Meanwhile, public radio stations in major markets that could have provided a ratings boost by picking up Tell Me More are instead producing their own midday shows, Cohen said. “That’s been the consistent dilemma,” he said.

What to air?

Alcorn State University licensee WPRC-FM in Lorman, Miss., now airs Tell Me More at 10 a.m. weekdays among its mix of music and news/talk programs. The station’s audience is 90 percent African-American and lives mostly in rural areas, said General Manager Jerry Komia Domatob. Still evaluating what to schedule in its place, the station is leaning away from a music program.

“We will most likely get a local talk show to fill the slot, but I really wish it could find some way to continue,” Domatob said. “If the stations want to keep it going, we should look for a way to make that happen.”

WDDE-FM in Dover, Del., which is celebrating its second anniversary on the air, is another outlet seeking a replacement for _Tell Me More, _which airs at 3 p.m. Monday through Thursday. The station already airs BBC programming in mornings, and George Boosey, a North Carolina–based consultant who directs programming for the station, plans to place another BBC news show in Tell Me More‘s slot.

“We have it already in the lineup,” Boosey said, referring to BBC programming. “. . . It will give us some consistency in voice.”

OPB’s Clendenin has yet to decide how to replace Tell Me More. “There is no real program out there that’s yelling to me at the moment,” she said. “It’s hard to find something along the same lines, but I’ve been getting a lot of calls about other shows. Suddenly, I’ve become very popular.”
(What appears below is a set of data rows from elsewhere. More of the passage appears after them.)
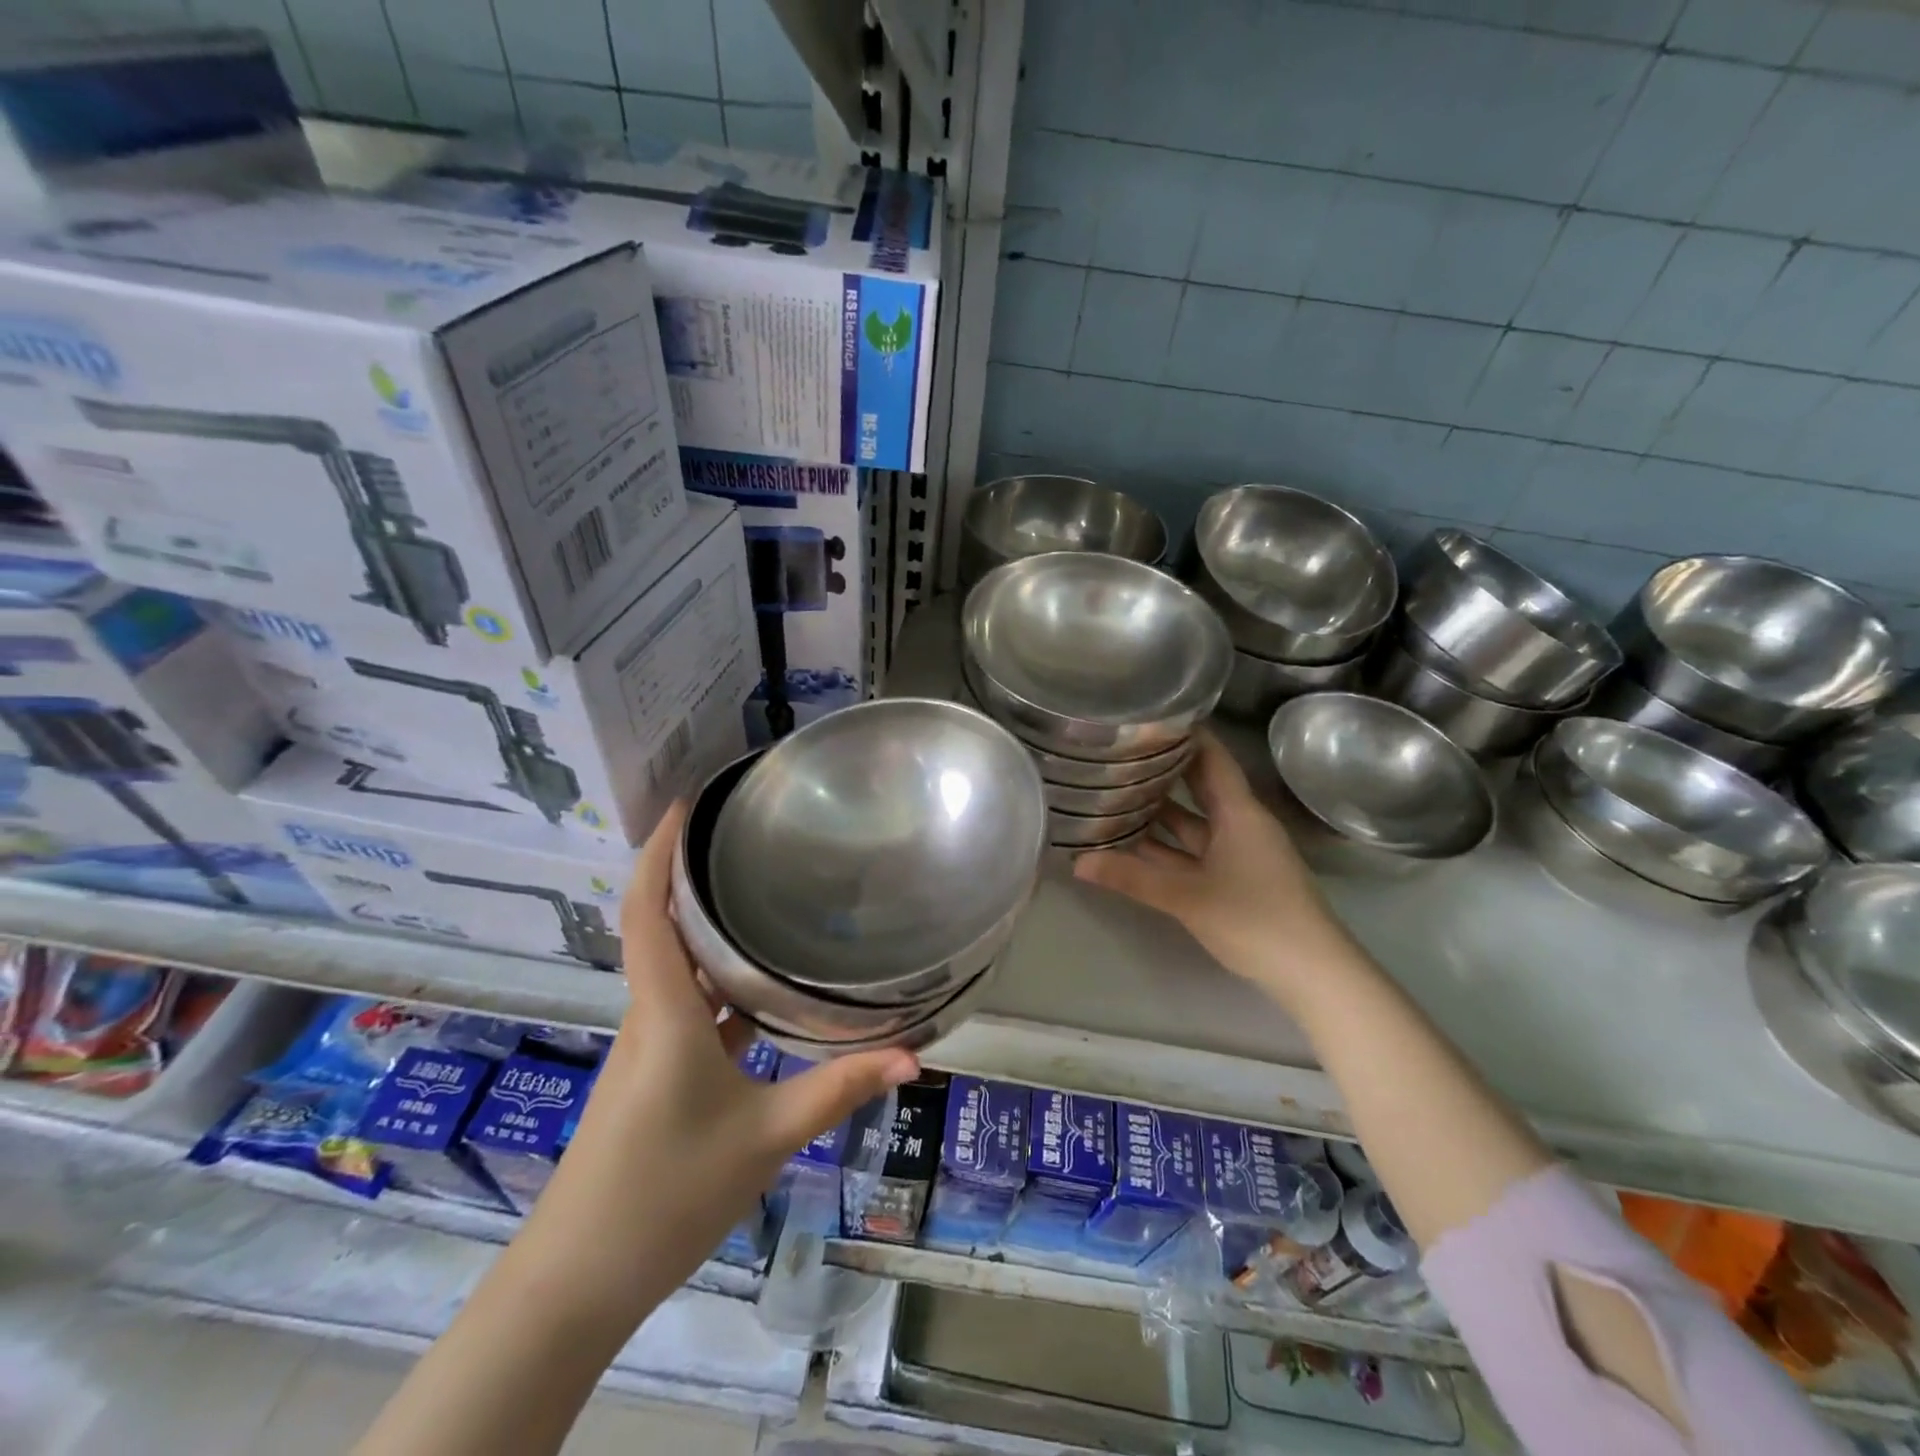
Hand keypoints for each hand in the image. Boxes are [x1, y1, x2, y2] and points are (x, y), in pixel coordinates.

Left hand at [519, 802, 918, 1315]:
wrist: (576, 1282)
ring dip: (706, 929)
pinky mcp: (654, 1074)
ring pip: (676, 968)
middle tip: (743, 836)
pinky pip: (687, 1007)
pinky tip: (759, 989)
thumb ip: (840, 1089)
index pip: (648, 912)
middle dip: (691, 876)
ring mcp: (649, 1046)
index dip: (657, 852)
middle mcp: (650, 1016)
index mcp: (665, 1013)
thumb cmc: (667, 1194)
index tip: (682, 805)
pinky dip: (717, 983)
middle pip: (660, 927)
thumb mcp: (768, 1137)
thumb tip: (913, 1057)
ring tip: (760, 894)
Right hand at [1072, 732, 1357, 1006]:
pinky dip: (1168, 848)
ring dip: (1160, 814)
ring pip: (1194, 824)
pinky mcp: (1237, 880)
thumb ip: (1132, 877)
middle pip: (1199, 787)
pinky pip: (1196, 852)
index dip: (1184, 735)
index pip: (1211, 757)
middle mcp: (1240, 825)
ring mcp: (1240, 854)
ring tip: (1115, 795)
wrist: (1314, 975)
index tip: (1147, 717)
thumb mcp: (1187, 896)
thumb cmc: (1255, 920)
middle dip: (1162, 772)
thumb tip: (1078, 862)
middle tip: (1119, 753)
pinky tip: (1134, 846)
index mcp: (1239, 813)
Representatives of the Canadian Broadcasting Corp.’s Day 6 with Brent Bambury and WBUR’s On Point have contacted OPB, but the network is taking time to review its schedule before making a decision.

At Triple A station WUKY in Lexington, Ky., music will replace Tell Me More. “We are very disappointed the show is going away,” said Tom Godell, g.m. “There really is no replacement for it.”

The station has been working to meet diversity goals among its staff and programming, and losing Tell Me More will have a big impact on how it can achieve them going forward, Godell said. “Tell Me More was tied very closely to our goals of increased diversity,” he said. “So replacing it is going to be difficult.”

One thought on “Stations find no easy replacements for soon-to-be-canceled Tell Me More

  1. Perhaps NPR could devote some time in their regular programming to the needs and interests of African-Americans and other under served groups of people.

    I realize that might cut into stale reruns of Click and Clack laughing at their own decade old jokes and some of Peter Sagal’s poop humor on “Wait Wait… Don’t Tell Me” but you’ve got to sacrifice something.